La convention No 182

22 juin 2009, par maxime

La Convention concernant l’interdiction des pires formes de travail des enfants et l’action immédiate en vue de leur élimination, est adoptée par l’OIT le 17 juin 1999. Elle est également appelée Convention N°182 de l’OIT.
La Convention N°182 (et les recommandations formulées, N°190) est entrée en vigueur le 19 novembre 2000 avec près de 25% des 175 Etats membres de l’Organisation qui sont signataires. Actuellement, 169 pays ont ratifié la Convention. C’est une des Conventions les plus fondamentales de l’OIT et de ses instruments juridiques.
Dans la présente convention, le terme enfant désigne l’ensemble des personnes âgées de moins de 18 ans. L’expression “travail des enfants” désigne tout travail qui prive les enfants de leur enfance et altère leur dignité, et porte préjudice à leur santé physique et psychique. Il s’agit d’un travail qui :

  1. est mentalement, psychiquement, socialement et moralement dangereux et nuisible pour les enfants.
  2. restreint ou prive les enfants de leurs opportunités de suivre une scolarité.

La Convention N°182 promeut un standard légal international pour protéger les enfants des pires formes d’exploitation.

  1. L’esclavage (la vente et la traite des enfants, la servitude pour dettes, le recrutement forcé des enfants en vue de leur utilisation dans les conflits armés).
  2. La prostitution enfantine et la pornographie.
  3. L’utilisation des enfants pour des activités illicites (trafic de stupéfiants).
  4. Tous les travaux qui par leur nature ou les conditions dans lesquels ils s’exercent peuvent nuire à la santé (physique ou mentale), à la sécurité ou à la moralité de l’enfant (mines, agriculture, pesticide, produits chimiques, etc…). Ces travaux sont qualifiés de dangereux.

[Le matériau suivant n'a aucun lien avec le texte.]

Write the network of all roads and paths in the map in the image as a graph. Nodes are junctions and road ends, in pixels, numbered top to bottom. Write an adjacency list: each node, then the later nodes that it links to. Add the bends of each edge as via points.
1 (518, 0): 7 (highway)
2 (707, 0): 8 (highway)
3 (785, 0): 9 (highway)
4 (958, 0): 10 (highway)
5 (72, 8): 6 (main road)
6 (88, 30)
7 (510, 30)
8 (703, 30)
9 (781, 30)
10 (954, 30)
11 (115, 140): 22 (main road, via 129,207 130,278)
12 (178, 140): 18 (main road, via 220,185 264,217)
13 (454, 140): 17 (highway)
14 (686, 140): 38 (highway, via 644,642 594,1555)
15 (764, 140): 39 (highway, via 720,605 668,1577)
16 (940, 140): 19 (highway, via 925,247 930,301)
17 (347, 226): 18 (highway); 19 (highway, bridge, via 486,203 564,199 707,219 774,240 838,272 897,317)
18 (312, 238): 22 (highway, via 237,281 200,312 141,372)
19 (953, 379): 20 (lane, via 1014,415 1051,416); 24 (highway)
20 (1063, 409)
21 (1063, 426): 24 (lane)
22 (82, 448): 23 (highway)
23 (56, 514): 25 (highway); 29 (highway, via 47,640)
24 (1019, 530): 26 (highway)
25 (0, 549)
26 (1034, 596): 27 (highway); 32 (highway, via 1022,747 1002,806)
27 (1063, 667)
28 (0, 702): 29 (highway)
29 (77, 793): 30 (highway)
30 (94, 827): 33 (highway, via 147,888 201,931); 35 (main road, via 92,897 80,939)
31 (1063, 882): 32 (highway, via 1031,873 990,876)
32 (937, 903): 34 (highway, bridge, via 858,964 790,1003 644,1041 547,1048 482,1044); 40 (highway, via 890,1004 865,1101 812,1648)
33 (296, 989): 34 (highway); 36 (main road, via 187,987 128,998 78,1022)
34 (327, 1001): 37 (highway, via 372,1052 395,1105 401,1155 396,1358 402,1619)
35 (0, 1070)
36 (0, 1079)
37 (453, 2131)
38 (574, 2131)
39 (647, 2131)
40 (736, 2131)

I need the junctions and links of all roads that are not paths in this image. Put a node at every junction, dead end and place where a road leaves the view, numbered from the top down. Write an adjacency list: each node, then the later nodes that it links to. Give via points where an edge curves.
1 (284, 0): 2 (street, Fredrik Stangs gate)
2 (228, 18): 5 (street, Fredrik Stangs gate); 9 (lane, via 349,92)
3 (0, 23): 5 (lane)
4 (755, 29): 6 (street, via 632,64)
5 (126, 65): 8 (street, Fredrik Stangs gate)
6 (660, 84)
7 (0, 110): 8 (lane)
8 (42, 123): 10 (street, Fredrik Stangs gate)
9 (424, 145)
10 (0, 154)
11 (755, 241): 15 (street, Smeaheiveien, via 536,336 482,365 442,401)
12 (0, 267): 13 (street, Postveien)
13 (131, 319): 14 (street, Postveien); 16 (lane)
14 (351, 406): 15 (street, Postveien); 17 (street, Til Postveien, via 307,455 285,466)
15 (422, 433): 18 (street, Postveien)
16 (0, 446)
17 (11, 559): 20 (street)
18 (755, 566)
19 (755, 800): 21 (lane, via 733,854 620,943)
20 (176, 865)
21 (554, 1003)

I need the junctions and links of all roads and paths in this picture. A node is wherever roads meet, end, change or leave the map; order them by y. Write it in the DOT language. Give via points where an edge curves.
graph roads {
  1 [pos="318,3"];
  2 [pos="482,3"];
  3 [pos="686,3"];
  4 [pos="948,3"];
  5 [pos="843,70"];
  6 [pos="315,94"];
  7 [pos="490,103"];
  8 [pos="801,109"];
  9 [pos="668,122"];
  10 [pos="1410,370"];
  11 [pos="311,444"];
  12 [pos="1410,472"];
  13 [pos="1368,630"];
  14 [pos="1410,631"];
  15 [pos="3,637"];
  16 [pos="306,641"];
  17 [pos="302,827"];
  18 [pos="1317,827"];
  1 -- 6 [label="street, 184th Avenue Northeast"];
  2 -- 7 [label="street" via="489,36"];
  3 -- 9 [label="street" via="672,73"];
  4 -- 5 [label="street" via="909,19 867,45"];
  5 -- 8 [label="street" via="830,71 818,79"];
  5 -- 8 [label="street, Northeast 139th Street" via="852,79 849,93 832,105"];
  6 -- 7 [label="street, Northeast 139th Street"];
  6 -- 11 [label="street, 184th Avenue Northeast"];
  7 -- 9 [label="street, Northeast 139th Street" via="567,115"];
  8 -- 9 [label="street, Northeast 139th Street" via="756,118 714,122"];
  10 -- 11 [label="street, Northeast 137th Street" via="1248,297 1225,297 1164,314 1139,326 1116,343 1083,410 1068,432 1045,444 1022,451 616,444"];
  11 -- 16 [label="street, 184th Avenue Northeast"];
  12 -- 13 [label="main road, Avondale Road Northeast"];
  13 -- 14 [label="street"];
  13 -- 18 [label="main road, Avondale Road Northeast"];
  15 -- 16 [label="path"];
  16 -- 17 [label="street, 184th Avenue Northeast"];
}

En ratifiant la Convention N°182, tout Etat membre doit prendre des mesures immédiates et efficaces pour assurer l’interdiction et l’élimination des pires formes de travail des enfants (art. 1). Les gouvernements doivent établir des mécanismes appropriés pour assurer la mise en œuvre effective et le respect des dispositions de la Convention (art. 7). Chaque année, les Etats membres doivent rendre compte à l’OIT des mesures prises pour appliquer la Convention et répondre des allégations de violation.